Your goal: This exercise asks for a copy of each line in the records below with the word "Almafuerte" in it.

Supplied data:
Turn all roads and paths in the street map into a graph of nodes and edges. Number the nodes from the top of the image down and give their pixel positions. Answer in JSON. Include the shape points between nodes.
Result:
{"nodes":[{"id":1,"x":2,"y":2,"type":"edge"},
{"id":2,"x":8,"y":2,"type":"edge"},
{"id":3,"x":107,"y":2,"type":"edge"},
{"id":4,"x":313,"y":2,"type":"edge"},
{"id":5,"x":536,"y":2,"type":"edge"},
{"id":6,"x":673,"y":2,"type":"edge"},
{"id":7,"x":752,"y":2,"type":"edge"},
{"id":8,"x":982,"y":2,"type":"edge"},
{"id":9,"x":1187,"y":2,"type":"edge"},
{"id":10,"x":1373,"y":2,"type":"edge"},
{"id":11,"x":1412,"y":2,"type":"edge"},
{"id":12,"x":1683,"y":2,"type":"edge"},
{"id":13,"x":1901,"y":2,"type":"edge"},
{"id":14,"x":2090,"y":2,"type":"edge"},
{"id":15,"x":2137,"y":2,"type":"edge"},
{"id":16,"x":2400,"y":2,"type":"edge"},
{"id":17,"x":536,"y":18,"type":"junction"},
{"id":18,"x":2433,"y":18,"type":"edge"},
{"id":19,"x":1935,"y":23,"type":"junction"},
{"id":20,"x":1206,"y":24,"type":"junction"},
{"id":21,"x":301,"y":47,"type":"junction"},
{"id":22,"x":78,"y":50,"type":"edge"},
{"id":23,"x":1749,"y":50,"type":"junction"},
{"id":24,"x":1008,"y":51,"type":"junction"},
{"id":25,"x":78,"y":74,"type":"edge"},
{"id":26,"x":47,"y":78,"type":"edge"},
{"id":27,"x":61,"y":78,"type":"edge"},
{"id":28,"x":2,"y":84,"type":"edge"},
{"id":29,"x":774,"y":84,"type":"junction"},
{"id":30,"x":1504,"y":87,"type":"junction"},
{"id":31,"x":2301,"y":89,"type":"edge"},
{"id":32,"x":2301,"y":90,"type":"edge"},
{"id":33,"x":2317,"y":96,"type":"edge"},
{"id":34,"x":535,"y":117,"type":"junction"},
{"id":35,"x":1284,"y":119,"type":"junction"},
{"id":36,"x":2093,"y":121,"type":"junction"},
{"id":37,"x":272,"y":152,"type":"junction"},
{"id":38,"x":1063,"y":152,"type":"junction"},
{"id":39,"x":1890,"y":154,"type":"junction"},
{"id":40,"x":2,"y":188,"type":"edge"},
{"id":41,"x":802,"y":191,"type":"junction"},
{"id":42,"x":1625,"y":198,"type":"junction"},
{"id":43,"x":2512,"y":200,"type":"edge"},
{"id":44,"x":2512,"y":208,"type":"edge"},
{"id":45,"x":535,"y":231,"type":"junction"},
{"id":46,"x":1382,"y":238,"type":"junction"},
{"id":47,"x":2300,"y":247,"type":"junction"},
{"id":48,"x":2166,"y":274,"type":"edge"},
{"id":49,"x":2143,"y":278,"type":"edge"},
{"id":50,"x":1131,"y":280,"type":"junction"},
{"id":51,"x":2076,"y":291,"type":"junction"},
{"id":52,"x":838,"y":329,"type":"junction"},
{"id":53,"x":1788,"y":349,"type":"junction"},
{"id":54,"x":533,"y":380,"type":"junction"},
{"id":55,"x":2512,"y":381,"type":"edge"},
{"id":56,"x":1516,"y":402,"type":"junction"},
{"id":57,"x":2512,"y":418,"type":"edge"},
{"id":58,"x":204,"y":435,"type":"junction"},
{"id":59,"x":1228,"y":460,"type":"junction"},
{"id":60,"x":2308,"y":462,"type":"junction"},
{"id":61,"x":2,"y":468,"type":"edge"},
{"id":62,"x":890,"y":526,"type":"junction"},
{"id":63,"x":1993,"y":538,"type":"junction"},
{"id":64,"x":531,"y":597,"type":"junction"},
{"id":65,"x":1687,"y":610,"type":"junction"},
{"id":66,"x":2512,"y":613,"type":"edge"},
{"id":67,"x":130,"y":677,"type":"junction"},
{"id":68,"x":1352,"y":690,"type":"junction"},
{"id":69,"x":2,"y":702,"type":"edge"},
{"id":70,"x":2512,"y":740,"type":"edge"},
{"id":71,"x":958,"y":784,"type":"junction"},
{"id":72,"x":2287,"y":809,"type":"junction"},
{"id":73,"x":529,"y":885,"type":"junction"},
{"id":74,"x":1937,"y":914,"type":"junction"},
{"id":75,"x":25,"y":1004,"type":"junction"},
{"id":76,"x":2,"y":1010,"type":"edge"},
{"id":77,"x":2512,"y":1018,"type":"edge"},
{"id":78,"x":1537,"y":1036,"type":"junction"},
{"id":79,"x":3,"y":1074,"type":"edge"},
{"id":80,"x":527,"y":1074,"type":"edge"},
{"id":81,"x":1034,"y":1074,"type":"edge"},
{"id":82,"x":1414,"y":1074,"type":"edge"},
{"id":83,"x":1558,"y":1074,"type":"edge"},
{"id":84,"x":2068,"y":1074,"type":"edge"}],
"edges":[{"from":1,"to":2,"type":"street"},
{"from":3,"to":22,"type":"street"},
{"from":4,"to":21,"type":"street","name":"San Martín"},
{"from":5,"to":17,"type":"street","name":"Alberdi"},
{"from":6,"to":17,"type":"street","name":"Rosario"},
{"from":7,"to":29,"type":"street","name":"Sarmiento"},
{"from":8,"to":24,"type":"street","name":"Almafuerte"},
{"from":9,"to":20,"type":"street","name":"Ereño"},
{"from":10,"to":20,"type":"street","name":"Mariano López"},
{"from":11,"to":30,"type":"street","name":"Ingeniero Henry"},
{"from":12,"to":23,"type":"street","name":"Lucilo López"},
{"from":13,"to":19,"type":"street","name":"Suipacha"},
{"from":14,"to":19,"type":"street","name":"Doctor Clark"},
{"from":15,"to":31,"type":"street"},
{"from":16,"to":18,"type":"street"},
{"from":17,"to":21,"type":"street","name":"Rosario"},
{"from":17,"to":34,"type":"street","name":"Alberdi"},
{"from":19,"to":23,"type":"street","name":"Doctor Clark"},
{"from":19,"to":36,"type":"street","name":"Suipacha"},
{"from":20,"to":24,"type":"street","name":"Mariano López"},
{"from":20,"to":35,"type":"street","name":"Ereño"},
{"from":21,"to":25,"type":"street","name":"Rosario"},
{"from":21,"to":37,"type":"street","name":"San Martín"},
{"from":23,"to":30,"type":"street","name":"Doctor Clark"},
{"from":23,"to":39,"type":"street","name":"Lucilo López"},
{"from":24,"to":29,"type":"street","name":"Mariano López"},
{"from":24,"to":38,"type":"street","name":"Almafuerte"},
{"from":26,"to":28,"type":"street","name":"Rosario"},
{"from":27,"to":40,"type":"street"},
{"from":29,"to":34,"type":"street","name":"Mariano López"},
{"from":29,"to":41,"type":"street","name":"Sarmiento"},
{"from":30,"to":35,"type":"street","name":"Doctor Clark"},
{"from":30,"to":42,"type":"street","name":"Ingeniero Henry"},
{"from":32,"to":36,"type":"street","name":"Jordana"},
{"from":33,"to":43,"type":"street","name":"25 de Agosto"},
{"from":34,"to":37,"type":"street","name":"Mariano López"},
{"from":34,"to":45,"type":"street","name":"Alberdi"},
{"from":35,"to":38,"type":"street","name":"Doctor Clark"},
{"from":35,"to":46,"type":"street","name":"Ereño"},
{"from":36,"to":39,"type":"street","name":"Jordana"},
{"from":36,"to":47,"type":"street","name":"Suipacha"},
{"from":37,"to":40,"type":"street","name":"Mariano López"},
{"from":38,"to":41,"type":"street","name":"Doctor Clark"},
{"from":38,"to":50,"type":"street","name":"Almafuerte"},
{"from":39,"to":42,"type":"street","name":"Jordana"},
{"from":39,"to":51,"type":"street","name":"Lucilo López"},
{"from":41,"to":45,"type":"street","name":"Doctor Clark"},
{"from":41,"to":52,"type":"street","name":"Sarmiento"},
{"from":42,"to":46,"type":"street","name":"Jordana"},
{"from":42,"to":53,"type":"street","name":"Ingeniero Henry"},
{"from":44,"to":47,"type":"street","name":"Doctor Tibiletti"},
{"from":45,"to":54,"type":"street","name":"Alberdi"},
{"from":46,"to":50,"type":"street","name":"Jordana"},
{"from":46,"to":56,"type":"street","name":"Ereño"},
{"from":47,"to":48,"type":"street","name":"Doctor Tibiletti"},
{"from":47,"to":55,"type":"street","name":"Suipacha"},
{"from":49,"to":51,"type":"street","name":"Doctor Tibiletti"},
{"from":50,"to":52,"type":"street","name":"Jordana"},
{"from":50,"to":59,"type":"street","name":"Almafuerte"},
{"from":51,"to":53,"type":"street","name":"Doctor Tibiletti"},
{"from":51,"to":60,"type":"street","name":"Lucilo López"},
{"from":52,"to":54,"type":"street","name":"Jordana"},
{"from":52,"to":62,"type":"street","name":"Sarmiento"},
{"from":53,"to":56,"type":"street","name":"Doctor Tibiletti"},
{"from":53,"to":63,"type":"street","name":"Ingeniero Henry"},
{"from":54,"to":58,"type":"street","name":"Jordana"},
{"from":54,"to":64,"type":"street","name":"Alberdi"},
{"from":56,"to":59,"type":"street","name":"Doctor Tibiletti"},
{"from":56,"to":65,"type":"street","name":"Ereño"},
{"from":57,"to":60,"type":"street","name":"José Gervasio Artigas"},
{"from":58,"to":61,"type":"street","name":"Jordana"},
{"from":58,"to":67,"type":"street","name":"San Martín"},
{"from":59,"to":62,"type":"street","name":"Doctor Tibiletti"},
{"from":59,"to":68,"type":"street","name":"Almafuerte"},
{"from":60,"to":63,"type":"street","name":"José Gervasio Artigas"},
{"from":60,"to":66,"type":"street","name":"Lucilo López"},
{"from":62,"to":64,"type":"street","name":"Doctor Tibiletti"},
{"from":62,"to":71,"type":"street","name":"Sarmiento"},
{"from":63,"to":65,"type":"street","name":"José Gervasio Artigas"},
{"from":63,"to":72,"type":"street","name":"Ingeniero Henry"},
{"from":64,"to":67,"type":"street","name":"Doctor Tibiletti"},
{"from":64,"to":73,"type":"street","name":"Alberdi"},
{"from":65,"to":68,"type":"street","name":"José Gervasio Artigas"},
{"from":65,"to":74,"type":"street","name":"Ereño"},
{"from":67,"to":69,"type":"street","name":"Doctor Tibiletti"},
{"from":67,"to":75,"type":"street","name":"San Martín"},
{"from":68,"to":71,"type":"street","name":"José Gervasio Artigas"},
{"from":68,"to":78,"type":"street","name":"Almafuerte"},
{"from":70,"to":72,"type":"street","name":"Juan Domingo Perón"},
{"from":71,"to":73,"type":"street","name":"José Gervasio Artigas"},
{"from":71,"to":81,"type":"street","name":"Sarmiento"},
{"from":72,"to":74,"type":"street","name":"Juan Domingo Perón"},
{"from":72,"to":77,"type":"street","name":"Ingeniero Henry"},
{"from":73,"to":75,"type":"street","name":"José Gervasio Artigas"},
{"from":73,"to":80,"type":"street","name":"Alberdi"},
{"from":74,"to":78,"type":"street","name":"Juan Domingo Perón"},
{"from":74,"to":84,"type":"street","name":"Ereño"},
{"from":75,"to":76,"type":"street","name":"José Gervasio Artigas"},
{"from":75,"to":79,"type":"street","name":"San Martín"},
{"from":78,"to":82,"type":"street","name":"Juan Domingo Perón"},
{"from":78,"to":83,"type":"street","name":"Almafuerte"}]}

Expected output:
{"from":8,"to":24,"type":"street","name":"Almafuerte"},
{"from":24,"to":38,"type":"street","name":"Almafuerte"},
{"from":38,"to":50,"type":"street","name":"Almafuerte"},
{"from":50,"to":59,"type":"street","name":"Almafuerte"},
{"from":59,"to":68,"type":"street","name":"Almafuerte"},
{"from":68,"to":78,"type":"street","name":"Almafuerte"},
{"from":78,"to":83,"type":"street","name":"Almafuerte"}]}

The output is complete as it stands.